Saved data entries:
= Beginning of Section =

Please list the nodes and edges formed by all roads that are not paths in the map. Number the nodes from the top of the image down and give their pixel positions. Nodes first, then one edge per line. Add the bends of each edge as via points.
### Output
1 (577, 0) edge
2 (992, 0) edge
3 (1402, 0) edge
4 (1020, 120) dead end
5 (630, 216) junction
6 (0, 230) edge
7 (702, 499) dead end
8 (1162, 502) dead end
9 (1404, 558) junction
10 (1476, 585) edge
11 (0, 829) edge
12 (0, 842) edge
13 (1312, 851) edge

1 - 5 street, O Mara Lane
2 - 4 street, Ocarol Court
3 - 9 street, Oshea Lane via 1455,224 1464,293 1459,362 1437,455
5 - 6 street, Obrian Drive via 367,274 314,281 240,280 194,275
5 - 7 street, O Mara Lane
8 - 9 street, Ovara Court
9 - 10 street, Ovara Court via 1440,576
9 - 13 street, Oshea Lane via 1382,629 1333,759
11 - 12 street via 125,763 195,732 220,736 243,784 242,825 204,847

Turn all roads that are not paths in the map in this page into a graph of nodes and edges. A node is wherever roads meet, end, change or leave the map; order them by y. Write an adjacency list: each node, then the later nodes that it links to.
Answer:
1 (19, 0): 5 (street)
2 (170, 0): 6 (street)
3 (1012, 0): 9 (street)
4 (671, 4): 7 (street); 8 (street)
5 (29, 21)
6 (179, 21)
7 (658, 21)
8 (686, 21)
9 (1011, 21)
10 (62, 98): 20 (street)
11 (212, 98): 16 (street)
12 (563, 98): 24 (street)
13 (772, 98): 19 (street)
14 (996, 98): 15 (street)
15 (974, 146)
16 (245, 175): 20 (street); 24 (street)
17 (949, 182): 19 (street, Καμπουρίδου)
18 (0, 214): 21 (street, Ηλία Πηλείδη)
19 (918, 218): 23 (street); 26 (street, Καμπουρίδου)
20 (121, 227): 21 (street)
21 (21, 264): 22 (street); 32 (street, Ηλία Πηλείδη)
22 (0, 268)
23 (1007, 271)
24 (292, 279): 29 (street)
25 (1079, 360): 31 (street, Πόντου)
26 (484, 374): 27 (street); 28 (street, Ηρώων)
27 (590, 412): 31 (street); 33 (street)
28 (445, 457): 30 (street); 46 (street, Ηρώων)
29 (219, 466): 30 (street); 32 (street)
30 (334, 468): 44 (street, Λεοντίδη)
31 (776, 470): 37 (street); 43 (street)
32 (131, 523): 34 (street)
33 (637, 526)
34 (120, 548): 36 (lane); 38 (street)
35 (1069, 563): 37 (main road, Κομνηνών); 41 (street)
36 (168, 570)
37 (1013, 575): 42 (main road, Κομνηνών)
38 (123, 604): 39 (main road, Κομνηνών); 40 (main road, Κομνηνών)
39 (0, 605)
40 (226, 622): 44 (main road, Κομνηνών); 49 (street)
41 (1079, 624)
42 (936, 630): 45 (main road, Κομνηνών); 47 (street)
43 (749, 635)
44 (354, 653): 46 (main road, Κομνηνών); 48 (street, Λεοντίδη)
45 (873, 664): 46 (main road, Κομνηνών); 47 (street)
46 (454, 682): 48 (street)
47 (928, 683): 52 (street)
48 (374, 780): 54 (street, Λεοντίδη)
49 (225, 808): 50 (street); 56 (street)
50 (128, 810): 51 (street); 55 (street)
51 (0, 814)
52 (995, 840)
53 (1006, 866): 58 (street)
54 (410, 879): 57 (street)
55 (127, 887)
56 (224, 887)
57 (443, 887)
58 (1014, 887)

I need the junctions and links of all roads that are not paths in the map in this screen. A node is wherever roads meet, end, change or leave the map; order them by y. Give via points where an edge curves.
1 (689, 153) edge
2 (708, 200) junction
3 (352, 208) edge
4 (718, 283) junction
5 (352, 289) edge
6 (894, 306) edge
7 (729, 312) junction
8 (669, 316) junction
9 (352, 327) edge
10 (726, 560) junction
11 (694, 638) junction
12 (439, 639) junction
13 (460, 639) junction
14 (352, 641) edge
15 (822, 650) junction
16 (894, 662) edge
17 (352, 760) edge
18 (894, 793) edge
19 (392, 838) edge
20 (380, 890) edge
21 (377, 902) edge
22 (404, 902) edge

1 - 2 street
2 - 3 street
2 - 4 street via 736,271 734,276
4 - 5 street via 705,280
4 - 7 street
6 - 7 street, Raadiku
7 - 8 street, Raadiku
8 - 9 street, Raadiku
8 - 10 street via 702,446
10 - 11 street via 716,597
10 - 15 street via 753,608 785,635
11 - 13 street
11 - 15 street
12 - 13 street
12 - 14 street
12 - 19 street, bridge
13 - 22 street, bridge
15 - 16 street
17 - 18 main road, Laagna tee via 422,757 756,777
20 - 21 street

= End of Section =

What you have to do: Whenever a line in the entries above includes the word "list", pull that line out.

Solution to the problem:
Please list the nodes and edges formed by all roads that are not paths in the map. Number the nodes from the top of the image down and give their pixel positions. Nodes first, then one edge per line. Add the bends of each edge as via points.
Turn all roads that are not paths in the map in this page into a graph of nodes and edges. A node is wherever roads meet, end, change or leave the map; order them by y. Write an adjacency list: each node, then the later nodes that it links to.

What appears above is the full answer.